* _REQUIRED WORK_
Within the listing below, how many lines hold "Forest"? Reply with that number and no other text.
***
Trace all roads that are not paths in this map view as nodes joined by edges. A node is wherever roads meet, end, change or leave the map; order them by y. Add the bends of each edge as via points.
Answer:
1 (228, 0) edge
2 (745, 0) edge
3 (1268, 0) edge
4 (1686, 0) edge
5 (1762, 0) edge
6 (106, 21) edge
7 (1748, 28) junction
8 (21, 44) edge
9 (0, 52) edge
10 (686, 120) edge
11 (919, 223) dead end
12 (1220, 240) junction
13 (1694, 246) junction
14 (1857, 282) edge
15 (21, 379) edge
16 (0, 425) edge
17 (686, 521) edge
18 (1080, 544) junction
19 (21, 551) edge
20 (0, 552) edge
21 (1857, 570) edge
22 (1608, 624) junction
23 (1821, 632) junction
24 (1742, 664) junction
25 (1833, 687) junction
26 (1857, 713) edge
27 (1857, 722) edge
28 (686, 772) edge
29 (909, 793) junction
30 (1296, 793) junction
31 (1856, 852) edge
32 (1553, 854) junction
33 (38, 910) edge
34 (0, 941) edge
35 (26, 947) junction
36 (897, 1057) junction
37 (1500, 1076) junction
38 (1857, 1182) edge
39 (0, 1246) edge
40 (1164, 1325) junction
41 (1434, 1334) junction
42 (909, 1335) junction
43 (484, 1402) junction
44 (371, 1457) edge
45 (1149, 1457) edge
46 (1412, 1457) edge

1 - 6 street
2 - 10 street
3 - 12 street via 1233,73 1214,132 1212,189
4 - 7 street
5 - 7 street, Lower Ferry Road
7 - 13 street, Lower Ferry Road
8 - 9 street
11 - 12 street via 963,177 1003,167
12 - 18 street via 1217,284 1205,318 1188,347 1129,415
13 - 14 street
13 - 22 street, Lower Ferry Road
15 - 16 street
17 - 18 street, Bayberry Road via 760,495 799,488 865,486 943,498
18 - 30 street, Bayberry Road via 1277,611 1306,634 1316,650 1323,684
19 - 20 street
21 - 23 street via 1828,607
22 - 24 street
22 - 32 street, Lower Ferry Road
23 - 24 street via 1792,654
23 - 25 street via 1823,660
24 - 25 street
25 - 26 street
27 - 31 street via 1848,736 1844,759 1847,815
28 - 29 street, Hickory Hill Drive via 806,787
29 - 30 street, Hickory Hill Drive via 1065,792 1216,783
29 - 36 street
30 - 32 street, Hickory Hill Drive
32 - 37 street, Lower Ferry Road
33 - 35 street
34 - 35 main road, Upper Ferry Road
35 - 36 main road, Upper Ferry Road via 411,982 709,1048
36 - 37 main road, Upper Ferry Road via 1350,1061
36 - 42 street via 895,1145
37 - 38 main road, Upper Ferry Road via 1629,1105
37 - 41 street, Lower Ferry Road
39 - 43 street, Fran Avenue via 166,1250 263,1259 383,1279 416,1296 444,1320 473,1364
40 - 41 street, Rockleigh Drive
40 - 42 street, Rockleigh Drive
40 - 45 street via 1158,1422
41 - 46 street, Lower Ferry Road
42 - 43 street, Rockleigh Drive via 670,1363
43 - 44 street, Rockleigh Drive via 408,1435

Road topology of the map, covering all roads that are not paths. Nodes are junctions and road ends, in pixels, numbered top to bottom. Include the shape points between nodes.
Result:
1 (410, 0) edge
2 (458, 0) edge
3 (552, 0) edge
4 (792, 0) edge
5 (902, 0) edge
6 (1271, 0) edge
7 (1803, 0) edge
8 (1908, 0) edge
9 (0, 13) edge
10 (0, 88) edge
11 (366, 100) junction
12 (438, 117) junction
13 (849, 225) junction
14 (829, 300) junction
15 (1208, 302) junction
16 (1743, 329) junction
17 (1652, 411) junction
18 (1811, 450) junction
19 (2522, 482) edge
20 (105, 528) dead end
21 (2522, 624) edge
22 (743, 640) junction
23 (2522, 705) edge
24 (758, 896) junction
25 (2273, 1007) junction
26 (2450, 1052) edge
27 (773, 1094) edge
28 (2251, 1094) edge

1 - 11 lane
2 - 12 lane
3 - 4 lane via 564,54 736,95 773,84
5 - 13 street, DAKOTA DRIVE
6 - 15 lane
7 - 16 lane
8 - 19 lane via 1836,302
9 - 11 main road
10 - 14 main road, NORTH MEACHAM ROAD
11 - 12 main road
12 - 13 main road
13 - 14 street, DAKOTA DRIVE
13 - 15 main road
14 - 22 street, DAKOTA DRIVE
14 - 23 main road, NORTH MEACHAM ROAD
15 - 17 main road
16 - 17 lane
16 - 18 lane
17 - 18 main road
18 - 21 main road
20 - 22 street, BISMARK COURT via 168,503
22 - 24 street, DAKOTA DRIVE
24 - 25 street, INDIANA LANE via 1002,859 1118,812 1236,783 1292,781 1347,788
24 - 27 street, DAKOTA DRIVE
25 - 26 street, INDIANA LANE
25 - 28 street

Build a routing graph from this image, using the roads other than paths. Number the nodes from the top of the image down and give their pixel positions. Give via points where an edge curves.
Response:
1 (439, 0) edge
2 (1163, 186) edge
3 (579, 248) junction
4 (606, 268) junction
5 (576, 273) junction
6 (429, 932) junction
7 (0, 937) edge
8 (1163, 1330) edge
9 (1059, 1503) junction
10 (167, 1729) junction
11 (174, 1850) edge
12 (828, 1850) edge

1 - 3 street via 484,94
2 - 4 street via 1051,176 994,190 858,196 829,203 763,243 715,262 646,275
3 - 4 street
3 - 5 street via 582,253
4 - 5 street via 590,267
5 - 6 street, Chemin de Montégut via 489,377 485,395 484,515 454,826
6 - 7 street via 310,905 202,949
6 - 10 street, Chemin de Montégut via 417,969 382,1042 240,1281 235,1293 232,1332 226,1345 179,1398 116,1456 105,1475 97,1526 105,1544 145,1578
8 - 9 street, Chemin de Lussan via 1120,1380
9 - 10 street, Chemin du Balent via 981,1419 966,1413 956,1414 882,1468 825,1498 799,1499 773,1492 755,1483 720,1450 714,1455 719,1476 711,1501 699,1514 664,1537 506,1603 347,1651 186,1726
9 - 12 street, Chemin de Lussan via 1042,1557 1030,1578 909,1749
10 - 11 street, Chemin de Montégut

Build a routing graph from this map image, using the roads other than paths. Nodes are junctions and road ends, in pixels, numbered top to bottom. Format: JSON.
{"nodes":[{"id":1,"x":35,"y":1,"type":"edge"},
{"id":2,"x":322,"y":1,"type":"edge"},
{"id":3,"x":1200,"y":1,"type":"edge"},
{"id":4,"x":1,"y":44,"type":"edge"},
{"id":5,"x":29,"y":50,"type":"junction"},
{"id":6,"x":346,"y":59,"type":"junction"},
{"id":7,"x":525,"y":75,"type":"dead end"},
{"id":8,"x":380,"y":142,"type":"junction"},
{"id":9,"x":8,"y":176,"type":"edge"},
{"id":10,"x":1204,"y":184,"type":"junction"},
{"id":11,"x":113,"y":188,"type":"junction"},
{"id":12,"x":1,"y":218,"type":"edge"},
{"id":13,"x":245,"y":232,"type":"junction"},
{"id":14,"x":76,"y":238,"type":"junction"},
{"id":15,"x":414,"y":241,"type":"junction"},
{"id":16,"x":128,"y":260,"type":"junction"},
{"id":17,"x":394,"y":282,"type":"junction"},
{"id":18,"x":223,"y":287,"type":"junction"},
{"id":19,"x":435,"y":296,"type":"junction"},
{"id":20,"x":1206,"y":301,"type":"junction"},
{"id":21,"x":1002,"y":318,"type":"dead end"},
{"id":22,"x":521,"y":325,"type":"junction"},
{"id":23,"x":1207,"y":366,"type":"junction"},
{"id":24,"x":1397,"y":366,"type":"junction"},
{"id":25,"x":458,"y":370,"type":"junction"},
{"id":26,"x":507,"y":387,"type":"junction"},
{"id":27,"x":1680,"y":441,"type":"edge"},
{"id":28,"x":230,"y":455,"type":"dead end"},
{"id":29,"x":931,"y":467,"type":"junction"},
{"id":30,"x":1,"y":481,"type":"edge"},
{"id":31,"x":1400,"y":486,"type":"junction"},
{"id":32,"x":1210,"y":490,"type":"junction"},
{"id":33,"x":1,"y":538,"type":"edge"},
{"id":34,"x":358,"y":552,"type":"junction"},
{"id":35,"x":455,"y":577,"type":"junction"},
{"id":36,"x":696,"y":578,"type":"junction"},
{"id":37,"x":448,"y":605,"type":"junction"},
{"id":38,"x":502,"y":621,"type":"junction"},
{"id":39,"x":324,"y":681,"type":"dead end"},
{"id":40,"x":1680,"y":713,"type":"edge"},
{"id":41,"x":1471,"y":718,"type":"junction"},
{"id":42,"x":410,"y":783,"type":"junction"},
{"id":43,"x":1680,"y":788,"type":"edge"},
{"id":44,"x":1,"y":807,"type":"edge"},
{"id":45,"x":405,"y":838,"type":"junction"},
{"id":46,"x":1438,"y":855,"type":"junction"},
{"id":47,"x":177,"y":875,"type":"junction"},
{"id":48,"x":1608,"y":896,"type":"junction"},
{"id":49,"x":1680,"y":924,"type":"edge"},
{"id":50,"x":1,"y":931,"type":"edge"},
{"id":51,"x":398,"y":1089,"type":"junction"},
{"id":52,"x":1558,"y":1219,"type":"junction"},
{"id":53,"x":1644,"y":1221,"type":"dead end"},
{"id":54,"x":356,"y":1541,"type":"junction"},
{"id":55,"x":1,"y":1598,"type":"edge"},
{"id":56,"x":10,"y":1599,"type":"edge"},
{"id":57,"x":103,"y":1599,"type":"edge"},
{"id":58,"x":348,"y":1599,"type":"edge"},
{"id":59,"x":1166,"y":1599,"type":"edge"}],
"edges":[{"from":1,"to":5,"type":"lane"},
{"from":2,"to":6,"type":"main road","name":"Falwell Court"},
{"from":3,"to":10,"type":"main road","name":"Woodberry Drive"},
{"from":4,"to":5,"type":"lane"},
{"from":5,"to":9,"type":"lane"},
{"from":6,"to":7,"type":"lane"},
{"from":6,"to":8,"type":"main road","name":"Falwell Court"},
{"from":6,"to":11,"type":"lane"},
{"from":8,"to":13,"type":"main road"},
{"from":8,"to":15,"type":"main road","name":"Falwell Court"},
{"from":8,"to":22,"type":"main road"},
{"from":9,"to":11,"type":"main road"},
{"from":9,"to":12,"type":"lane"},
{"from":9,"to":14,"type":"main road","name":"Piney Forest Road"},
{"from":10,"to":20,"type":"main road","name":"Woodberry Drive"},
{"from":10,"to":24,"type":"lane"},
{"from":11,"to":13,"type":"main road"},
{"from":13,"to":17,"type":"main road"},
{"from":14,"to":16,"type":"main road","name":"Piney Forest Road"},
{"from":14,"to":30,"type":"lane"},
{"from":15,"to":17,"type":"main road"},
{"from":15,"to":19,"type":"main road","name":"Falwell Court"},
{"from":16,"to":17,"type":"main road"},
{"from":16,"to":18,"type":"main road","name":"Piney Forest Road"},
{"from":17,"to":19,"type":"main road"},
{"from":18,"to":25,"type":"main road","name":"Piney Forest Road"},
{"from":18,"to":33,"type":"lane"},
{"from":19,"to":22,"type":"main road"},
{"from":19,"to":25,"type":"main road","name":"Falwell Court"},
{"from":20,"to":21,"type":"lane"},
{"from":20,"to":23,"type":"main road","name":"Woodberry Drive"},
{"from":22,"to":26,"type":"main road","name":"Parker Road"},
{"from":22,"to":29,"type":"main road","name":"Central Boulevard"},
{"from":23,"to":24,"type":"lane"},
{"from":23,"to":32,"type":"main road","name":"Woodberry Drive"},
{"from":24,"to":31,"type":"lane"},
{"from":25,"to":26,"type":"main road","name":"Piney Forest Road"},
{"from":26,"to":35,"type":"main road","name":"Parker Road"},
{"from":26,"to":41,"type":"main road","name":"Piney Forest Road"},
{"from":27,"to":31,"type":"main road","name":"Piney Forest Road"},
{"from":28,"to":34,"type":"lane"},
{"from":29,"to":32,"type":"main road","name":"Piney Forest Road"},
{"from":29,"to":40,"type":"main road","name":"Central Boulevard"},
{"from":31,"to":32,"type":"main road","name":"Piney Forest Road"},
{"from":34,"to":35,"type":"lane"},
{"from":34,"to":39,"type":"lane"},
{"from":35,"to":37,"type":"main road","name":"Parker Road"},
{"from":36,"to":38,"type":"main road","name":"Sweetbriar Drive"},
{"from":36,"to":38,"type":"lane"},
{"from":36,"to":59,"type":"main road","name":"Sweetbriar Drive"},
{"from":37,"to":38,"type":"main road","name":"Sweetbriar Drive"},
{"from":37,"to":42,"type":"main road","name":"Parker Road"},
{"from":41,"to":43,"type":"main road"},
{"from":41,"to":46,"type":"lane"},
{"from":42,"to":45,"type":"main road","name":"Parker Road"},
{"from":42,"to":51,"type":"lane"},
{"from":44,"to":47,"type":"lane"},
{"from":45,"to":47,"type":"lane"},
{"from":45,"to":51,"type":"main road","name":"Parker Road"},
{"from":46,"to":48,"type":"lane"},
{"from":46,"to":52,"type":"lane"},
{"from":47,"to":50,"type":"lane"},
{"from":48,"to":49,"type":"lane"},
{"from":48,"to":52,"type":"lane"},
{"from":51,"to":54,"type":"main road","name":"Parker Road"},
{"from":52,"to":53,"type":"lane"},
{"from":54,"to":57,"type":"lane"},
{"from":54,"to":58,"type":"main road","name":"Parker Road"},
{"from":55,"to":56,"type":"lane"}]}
***
* _TASK SOLUTION_
9